In algebra, the distributive property helps to simplify expressions by removing parentheses. The property essentially states that a term outside the parentheses must be multiplied with each term inside the parentheses. If you have an expression of the form \[ a(b + c) \], you can distribute 'a' across 'b' and 'c' to get \[ ab + ac \].
This technique is useful in breaking down complex expressions into simpler terms, helping you manage and simplify calculations more easily. Always ensure to distribute the term completely, covering all terms inside the parentheses.

When distributing a negative sign, you're essentially multiplying each term inside the parentheses by -1. This changes the sign of each term. For instance, given \[ -(2a - b - 6c) \], distribute the -1 across the terms:
\[-1 \times (2a) = -2a \],
\[-1 \times (-b) = b \],
\[-1 \times (-6c) = 6c \].
The resulting expression will be \[ -2a + b + 6c \]. Always remember that distributing a negative sign reverses the signs within the parentheses, turning each positive term into a negative one and vice versa.
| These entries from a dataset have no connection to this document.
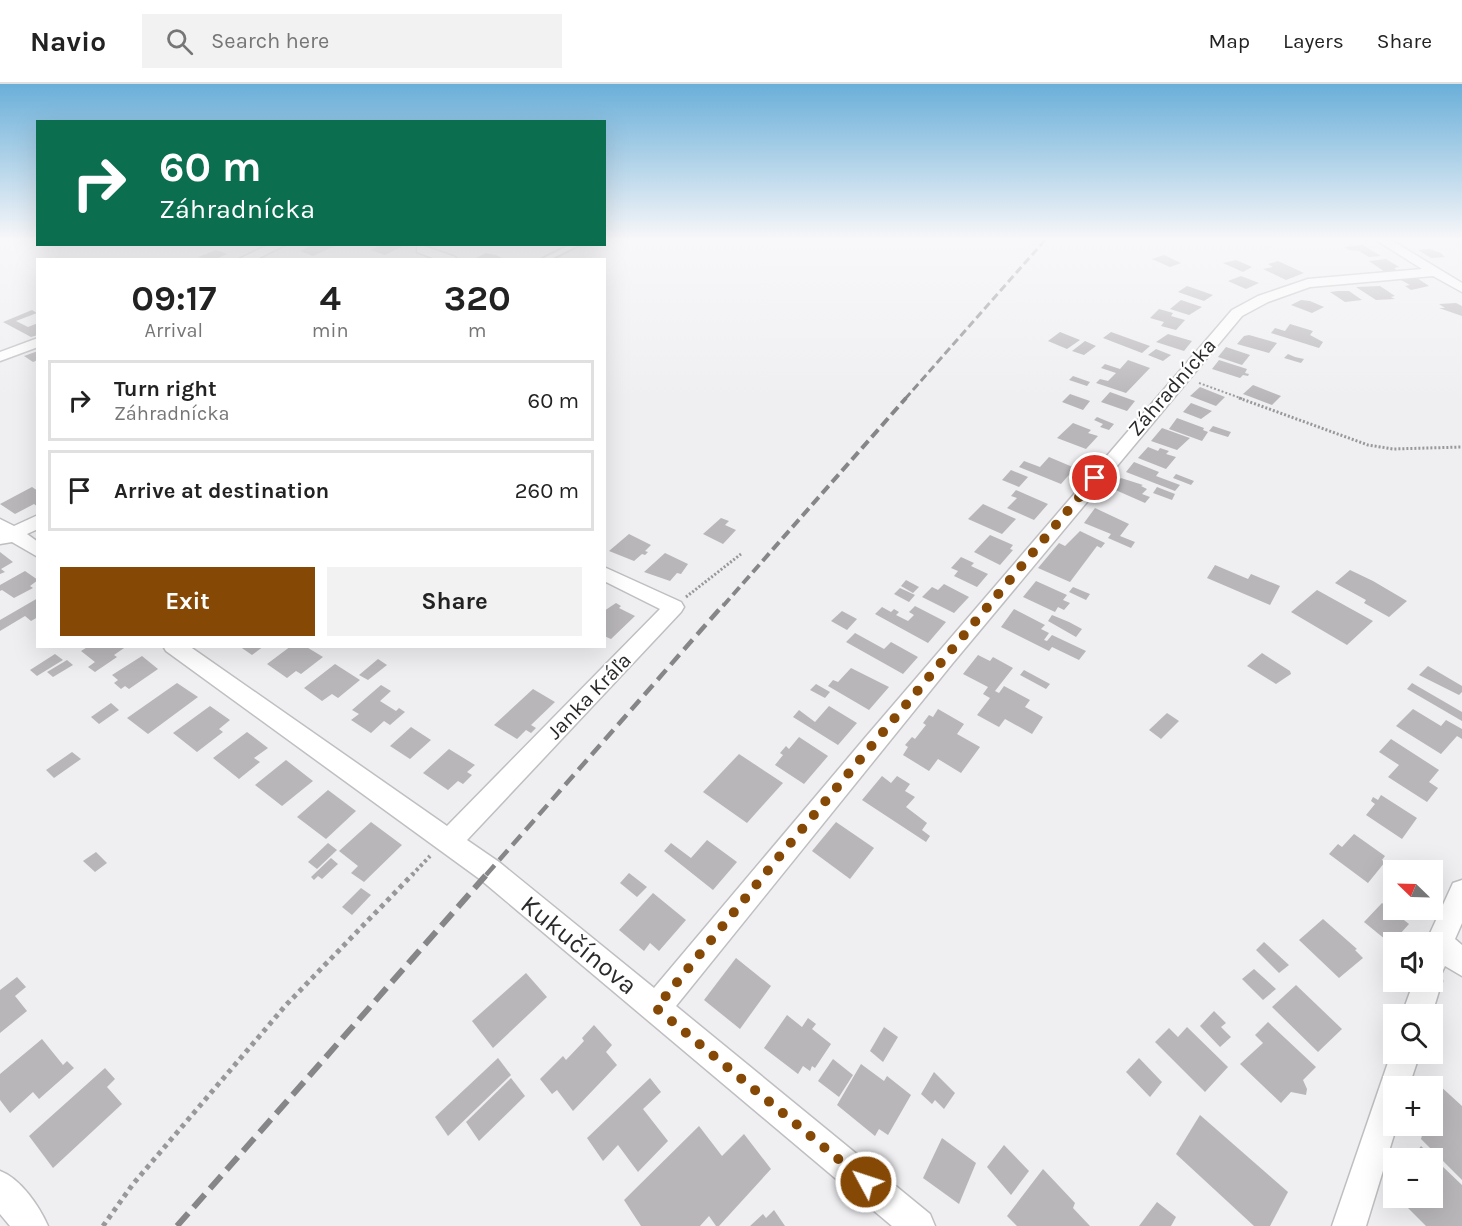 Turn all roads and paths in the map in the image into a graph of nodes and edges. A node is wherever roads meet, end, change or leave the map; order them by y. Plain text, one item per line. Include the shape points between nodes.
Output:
1 (1279, 293) edge
2 (36, 343) edge
3 (0, 357) edge
4 (1182, 377) junction
5 (1462, 447) edge
6 (36, 522) edge
7 (4, 533) edge
8 (36, 550) edge
9 (741, 554) dead end
10 (606, 574) edge
11 (674, 607) junction
12 (176, 648) edge
13 (450, 841) junction
14 (1462, 892) edge
15 (1443, 938) edge
16 (1443, 957) edge
17 (1462, 962) edge
18 (656, 1008) junction
19 (1383, 1121) edge
20 (0, 1187) edge
21 (31, 1226) edge
22 (103, 1226) edge
23 (918, 1226) edge
24 (1349, 1226) edge

1 - 4 street, Záhradnícka via 1237,313
2 - 3 street
4 - 5 path via 1368,445 1393,449
4 - 18 street, Záhradnícka
6 - 7 street
7 - 8 street
9 - 11 path
10 - 11 street
11 - 13 street, Janka Kráľa
12 - 13 street
13 - 18 street, Kukučínova
13 - 22 path via 434,852 286,1005 133,1184
14 - 15 street
16 - 17 street
18 - 23 street, Kukučínova
19 - 24 street
20 - 21 street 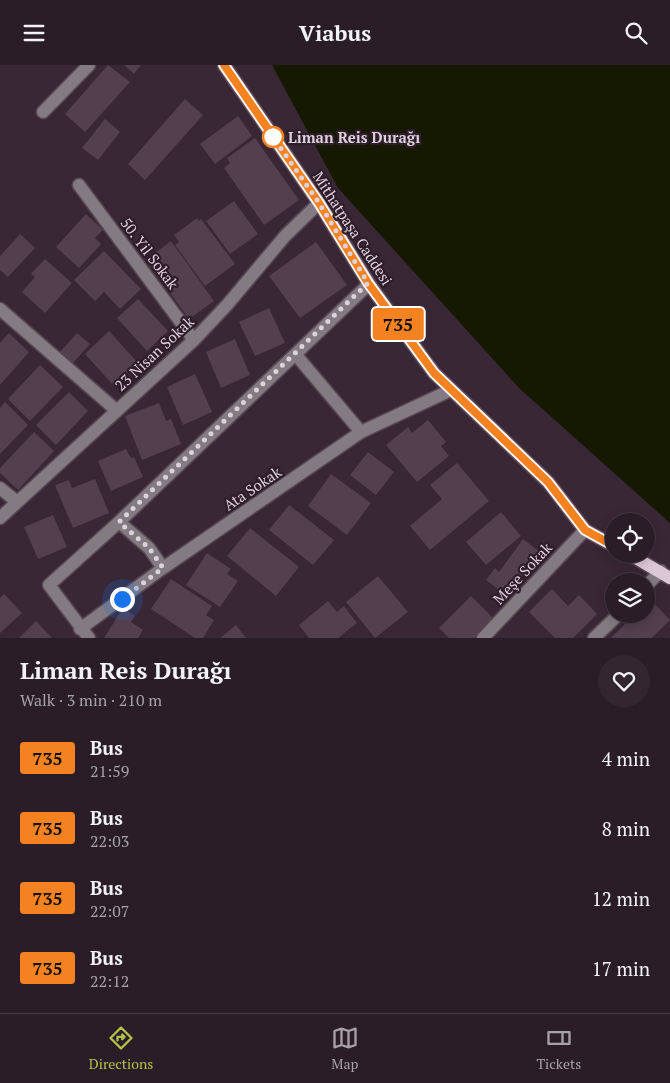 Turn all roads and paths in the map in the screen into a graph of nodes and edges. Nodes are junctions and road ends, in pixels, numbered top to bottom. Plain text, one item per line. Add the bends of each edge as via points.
1 (89, 65) edge
2 (224, 65) edge
3 (43, 112) dead end
4 (79, 185) dead end
5 (319, 203) junction
6 (368, 283) junction
7 (0, 309) edge
8 (194, 340) junction
9 (296, 355) junction
10 (451, 390) junction
11 (116, 410) junction
12 (361, 433) junction
13 (0, 488) edge
14 (17, 502) junction
15 (0, 518) edge
16 (119, 522) junction
17 (585, 530) junction
18 (605, 541) edge
19 (644, 563) edge
20 (163, 568) junction
21 (666, 575) edge
22 (655, 581) edge
23 (610, 623) edge
24 (84, 633) edge
25 (483, 638) edge
26 (594, 638) edge

1 - 3 street
2 - 5 main road, Mithatpaşa Caddesi
4 - 8 street, 50. Yil Sokak
5 - 6 main road, Mithatpaşa Caddesi
5 - 8 street, 23 Nisan Sokak via 285,236
6 - 9 street
6 - 10 main road, Mithatpaşa Caddesi via 434,373
7 - 11 street
8 - 11 street, 23 Nisan Sokak
9 - 12 street
9 - 16 street
10 - 12 street, Ata Sokak
10 - 17 main road, Mithatpaşa Caddesi via 548,482
11 - 14 street, 23 Nisan Sokak
12 - 20 street, Ata Sokak
13 - 14 street
14 - 15 street, 23 Nisan Sokak
16 - 20 street via 149,548
16 - 24 street via 49,585
17 - 18 main road, Mithatpaşa Caddesi
17 - 25 street, Meşe Sokak
19 - 21 main road
20 - 24 street, Ata Sokak
21 - 22 street
23 - 26 street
Combining like terms simplifies an expression by aggregating terms with the same variable components. For example, in the expression \[ -2a + b + 6c \], no terms have the same variable, so there are no like terms to combine.
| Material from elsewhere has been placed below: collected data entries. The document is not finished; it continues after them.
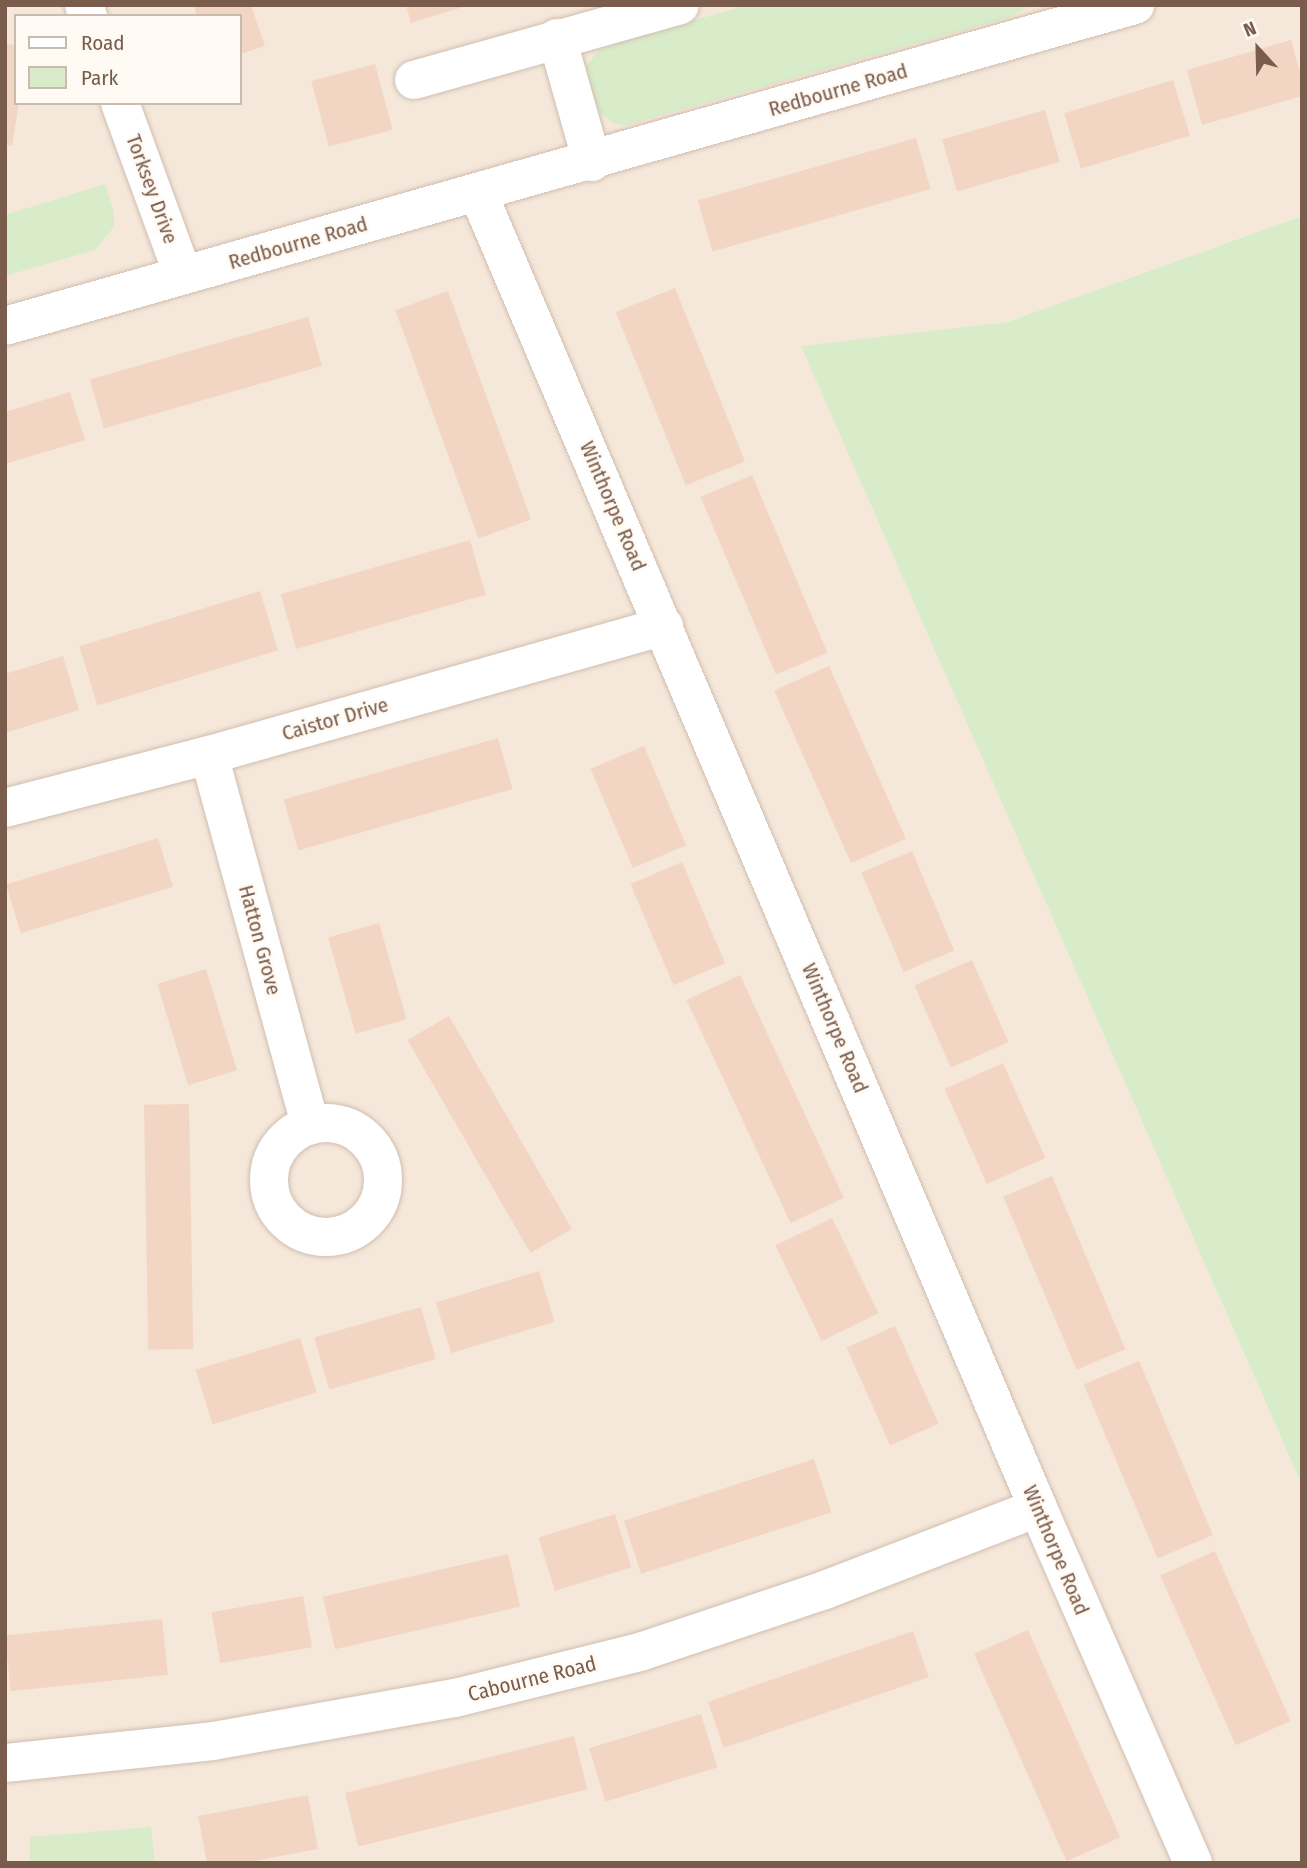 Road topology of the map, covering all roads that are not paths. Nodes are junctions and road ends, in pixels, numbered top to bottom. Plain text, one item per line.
1 (680, 5) edge
2 (1135, 5) edge
3 (1082, 12) edge
4 (557, 38) junction
5 (414, 80) dead end
6 (121, 105) edge
7 (592, 162) junction
8 (478, 193) junction
9 (183, 275) junction
10 (5, 326) edge
11 (664, 625) junction
12 (209, 755) junction
13 (5, 808) edge
14 (310, 1125) dead end
15 (1038, 1508) junction
16 (5, 1763) edge
17 (1193, 1863) edge

1 - 4 street
2 - 3 street, Redbourne Road
3 - 7 street, Redbourne Road
4 - 5 street
4 - 7 street
6 - 9 street, Torksey Drive
7 - 8 street, Redbourne Road
8 - 9 street, Redbourne Road
8 - 11 street, Winthorpe Road
9 - 10 street, Redbourne Road
11 - 12 street, Caistor Drive
11 - 15 street, Winthorpe Road
12 - 13 street, Caistor Drive
12 - 14 street, Hatton Grove
15 - 16 street, Cabourne Road
15 - 17 street, Winthorpe Road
However, combining like terms becomes crucial when you have multiple terms with identical variables. For example, in \[ 3a - 2a + 4b + b \], we can combine \[ 3a - 2a = a \] and \[ 4b + b = 5b \], resulting in \[ a + 5b \].
This process makes complex expressions more straightforward and significantly easier to solve. Always ensure to bring together coefficients of the same variable and perform the necessary arithmetic.